> _Task details_
The whole of the material needs to be repeated exactly, line for line.
::: Data records :::
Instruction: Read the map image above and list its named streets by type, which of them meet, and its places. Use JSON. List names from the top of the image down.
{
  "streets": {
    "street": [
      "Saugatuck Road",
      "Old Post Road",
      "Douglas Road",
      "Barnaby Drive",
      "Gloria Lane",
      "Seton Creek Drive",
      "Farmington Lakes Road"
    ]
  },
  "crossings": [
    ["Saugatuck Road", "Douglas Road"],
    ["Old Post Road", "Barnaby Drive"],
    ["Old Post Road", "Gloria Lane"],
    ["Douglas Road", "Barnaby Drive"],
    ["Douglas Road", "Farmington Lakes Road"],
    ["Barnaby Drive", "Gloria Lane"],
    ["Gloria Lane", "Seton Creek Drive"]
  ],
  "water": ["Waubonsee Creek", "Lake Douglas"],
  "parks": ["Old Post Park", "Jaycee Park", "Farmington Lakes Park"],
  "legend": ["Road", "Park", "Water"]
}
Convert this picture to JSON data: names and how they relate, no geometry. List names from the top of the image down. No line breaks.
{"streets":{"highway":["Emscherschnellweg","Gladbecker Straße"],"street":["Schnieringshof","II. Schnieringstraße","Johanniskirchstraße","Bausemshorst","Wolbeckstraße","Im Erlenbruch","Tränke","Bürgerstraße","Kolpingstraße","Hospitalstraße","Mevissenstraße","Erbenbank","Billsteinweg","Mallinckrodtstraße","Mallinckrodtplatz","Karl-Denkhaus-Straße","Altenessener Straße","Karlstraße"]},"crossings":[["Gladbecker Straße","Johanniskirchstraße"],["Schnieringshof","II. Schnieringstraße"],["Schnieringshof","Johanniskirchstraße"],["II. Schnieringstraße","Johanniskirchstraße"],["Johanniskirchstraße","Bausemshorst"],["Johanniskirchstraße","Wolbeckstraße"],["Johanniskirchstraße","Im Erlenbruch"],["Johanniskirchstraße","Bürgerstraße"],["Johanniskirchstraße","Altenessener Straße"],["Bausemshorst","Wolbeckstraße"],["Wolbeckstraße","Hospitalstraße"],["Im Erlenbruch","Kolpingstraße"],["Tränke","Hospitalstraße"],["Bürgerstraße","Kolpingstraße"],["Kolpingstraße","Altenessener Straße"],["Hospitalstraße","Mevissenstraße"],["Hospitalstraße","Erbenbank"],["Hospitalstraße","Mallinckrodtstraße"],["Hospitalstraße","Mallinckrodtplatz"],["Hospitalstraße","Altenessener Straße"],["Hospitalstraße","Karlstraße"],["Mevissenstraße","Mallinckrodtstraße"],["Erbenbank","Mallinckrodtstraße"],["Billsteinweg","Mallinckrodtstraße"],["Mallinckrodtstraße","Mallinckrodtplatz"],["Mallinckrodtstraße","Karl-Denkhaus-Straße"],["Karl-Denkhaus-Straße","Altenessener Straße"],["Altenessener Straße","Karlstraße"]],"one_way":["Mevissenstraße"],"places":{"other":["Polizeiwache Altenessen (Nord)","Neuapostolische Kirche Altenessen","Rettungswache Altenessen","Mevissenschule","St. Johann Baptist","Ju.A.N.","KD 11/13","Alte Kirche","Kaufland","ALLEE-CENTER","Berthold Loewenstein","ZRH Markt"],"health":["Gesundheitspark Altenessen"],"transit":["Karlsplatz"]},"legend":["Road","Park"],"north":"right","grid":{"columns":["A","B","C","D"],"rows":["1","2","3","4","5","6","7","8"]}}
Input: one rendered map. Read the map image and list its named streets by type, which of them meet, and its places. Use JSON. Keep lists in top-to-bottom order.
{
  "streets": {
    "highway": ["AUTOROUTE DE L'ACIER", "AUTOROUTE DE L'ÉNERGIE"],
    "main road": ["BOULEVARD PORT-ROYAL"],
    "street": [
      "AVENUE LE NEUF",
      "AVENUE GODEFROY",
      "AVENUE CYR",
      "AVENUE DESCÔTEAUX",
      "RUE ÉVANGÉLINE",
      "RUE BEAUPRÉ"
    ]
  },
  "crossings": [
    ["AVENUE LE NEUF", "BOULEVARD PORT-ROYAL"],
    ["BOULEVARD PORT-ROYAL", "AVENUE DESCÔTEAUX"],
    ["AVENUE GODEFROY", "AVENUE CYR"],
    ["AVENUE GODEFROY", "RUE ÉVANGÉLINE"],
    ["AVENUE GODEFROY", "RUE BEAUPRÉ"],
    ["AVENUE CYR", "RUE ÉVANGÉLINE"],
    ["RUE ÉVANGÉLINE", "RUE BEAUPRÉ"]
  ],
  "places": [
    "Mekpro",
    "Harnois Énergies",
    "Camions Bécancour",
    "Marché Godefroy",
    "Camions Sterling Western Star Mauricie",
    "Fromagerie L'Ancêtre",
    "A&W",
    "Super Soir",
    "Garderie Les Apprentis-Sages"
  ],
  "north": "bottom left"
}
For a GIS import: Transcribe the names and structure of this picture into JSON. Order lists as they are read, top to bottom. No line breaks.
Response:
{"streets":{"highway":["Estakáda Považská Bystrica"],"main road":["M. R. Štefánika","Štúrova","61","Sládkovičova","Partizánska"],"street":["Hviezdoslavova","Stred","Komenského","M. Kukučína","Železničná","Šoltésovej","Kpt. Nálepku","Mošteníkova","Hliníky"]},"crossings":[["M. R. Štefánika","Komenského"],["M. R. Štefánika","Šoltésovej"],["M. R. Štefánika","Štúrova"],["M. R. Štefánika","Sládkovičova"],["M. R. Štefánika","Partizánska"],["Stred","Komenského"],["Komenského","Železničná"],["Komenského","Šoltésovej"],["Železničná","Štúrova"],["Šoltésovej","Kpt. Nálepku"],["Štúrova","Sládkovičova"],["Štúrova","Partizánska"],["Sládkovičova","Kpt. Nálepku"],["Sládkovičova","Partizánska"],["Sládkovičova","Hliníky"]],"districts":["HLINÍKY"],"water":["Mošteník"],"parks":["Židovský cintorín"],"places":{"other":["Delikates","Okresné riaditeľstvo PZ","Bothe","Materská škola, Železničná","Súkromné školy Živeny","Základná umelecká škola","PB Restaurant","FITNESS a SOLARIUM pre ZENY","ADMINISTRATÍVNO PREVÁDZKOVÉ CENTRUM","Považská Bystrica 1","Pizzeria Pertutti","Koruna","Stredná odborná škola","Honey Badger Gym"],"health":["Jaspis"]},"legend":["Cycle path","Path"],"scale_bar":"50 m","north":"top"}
:::
> _Problem solution_
Instruction: Read the map image above and list its named streets by type, which of them meet, and its places. Use JSON. List names from the top of the image down.
{
  "streets": {
    "street": [
      "Saugatuck Road",
      "Old Post Road",
      "Douglas Road",
      "Barnaby Drive",
      "Gloria Lane",
      "Seton Creek Drive",
      "Farmington Lakes Road"
    ]
  },
  "crossings": [
    ["Saugatuck Road", "Douglas Road"],
    ["Old Post Road", "Barnaby Drive"],
    ["Old Post Road", "Gloria Lane"],
    ["Douglas Road", "Barnaby Drive"],
    ["Douglas Road", "Farmington Lakes Road"],
    ["Barnaby Drive", "Gloria Lane"],
    ["Gloria Lane", "Seton Creek Drive"]
  ],
  "water": ["Waubonsee Creek", "Lake Douglas"],
  "parks": ["Old Post Park", "Jaycee Park", "Farmington Lakes Park"],
  "legend": ["Road", "Park", "Water"]
}
Convert this picture to JSON data: names and how they relate, no geometry. List names from the top of the image down. No line breaks.
{"streets":{"highway":["Emscherschnellweg","Gladbecker Straße"],"street":["Schnieringshof","II. Schnieringstraße","Johanniskirchstraße","Bausemshorst","Wolbeckstraße","Im Erlenbruch","Tränke","Bürgerstraße","Kolpingstraße","Hospitalstraße","Mevissenstraße","Erbenbank","Billsteinweg","Mallinckrodtstraße","Mallinckrodtplatz","Karl-Denkhaus-Straße","Altenessener Straße","Karlstraße"]},"crossings":[["Gladbecker Straße","Johanniskirchstraße"],["Schnieringshof","II. Schnieringstraße"],["Schnieringshof","Johanniskirchstraße"],["II. Schnieringstraße","Johanniskirchstraße"],["Johanniskirchstraße","Bausemshorst"],["Johanniskirchstraße","Wolbeckstraße"],["Johanniskirchstraße","Im Erlenbruch"],["Johanniskirchstraße","Bürgerstraße"],["Johanniskirchstraße","Altenessener Straße"],["Bausemshorst","Wolbeckstraße"],["Wolbeckstraße","Hospitalstraße"],["Im Erlenbruch","Kolpingstraße"],["Tränke","Hospitalstraße"],["Bürgerstraße","Kolpingstraße"],["Kolpingstraße","Altenessener Straße"],["Hospitalstraße","Mevissenstraße"],["Hospitalstraße","Erbenbank"],["Hospitalstraße","Mallinckrodtstraße"],["Hospitalstraße","Mallinckrodtplatz"],["Hospitalstraße","Altenessener Straße"],["Hospitalstraße","Karlstraße"],["Mevissenstraße","Mallinckrodtstraße"],["Erbenbank","Mallinckrodtstraße"],["Billsteinweg","Mallinckrodtstraße"],["Mallinckrodtstraße","Mallinckrodtplatz"],["Mallinckrodtstraße","Karl-Denkhaus-Straße"],["Karl-Denkhaus-Straße","Altenessener Straße"],["Altenessener Straße","Karlstraße"]],"one_way":["Mevissenstraße"],"places":{"other":["Polizeiwache Altenessen (Nord)","Neuapostolische Kirche Altenessen","Rettungswache Altenessen","Mevissenschule","St. Johann Baptist","Ju.A.N.","KD 11/13","Alte Kirche","Kaufland","ALLEE-CENTER","Berthold Loewenstein","ZRH Markt"],"health":["Gesundheitspark Altenessen"],"transit":["Karlsplatz"]},"legend":["Road","Park"],"north":"right","grid":{"columns":["A","B","C","D"],"rows":["1","2","3","4","5","6","7","8"]}}
Input: one rendered map. Read the map image and list its named streets by type, which of them meet, and its places. Use JSON. Keep lists in top-to-bottom order.
{
  "streets": {
    "highway": ["AUTOROUTE DE L'ACIER", "AUTOROUTE DE L'ÉNERGIE"],
    "main road": ["BOULEVARD PORT-ROYAL"],
    "street": [
      "AVENUE LE NEUF",
      "AVENUE GODEFROY",
      "AVENUE CYR",
      "AVENUE DESCÔTEAUX",
      "RUE ÉVANGÉLINE",
      "RUE BEAUPRÉ"
    ]
  },
  "crossings": [
    ["AVENUE LE NEUF", "BOULEVARD PORT-ROYAL"],
    ["BOULEVARD PORT-ROYAL", "AVENUE DESCÔTEAUX"],
    ["AVENUE GODEFROY", "AVENUE CYR"],
    ["AVENUE GODEFROY", "RUE ÉVANGÉLINE"],
    ["AVENUE GODEFROY", "RUE BEAUPRÉ"],
    ["AVENUE CYR", "RUE ÉVANGÉLINE"],
    ["RUE ÉVANGÉLINE", "RUE BEAUPRÉ"]
  ],
  "places": [
    "Mekpro",
    "Harnois Énergies",
    "Camions Bécancour",
    "Marché Godefroy",
    "Camions Sterling Western Star Mauricie",
    "Fromagerie L'Ancêtre",
    "A&W",
    "Super Soir",
    "Garderie Les Apprentis-Sages"
  ],
  "north": "bottom left"
}
For a GIS import: Transcribe the names and structure of this picture into JSON. Order lists as they are read, top to bottom. No line breaks.
Response:
{"streets":{"highway":["Estakáda Považská Bystrica"],"main road":["M. R. Štefánika","Štúrova","61","Sládkovičova","Partizánska"],"street":["Hviezdoslavova","Stred","Komenského","M. Kukučína","Železničná","Šoltésovej","Kpt. Nálepku","Mošteníkova","Hliníky"]},"crossings":[["M. R. Štefánika","Komenského"],["M. R. Štefánika","Šoltésovej"],["M. R. Štefánika","Štúrova"],["M. R. Štefánika","Sládkovičova"],["M. R. Štefánika","Partizánska"],["Stred","Komenského"],["Komenského","Železničná"],["Komenského","Šoltésovej"],["Železničná","Štúrova"],["Šoltésovej","Kpt. Nálepku"],["Štúrova","Sládkovičova"],["Štúrova","Partizánska"],["Sládkovičova","Kpt. Nálepku"],["Sládkovičova","Partizánska"],["Sládkovičova","Hliníky"]],"districts":["HLINÍKY"],"water":["Mošteník"],"parks":["Židovský cintorín"],"places":{"other":["Delikates","Okresné riaditeľstvo PZ","Bothe","Materská škola, Železničná","Súkromné školy Živeny","Základná umelecká škola","PB Restaurant","FITNESS a SOLARIUM pre ZENY","ADMINISTRATÍVNO PREVÁDZKOVÉ CENTRUM","Považská Bystrica 1","Pizzeria Pertutti","Koruna","Stredná odborná škola","Honey Badger Gym"],"health":["Jaspis"]},"legend":["Cycle path","Path"],"scale_bar":"50 m","north":"top"}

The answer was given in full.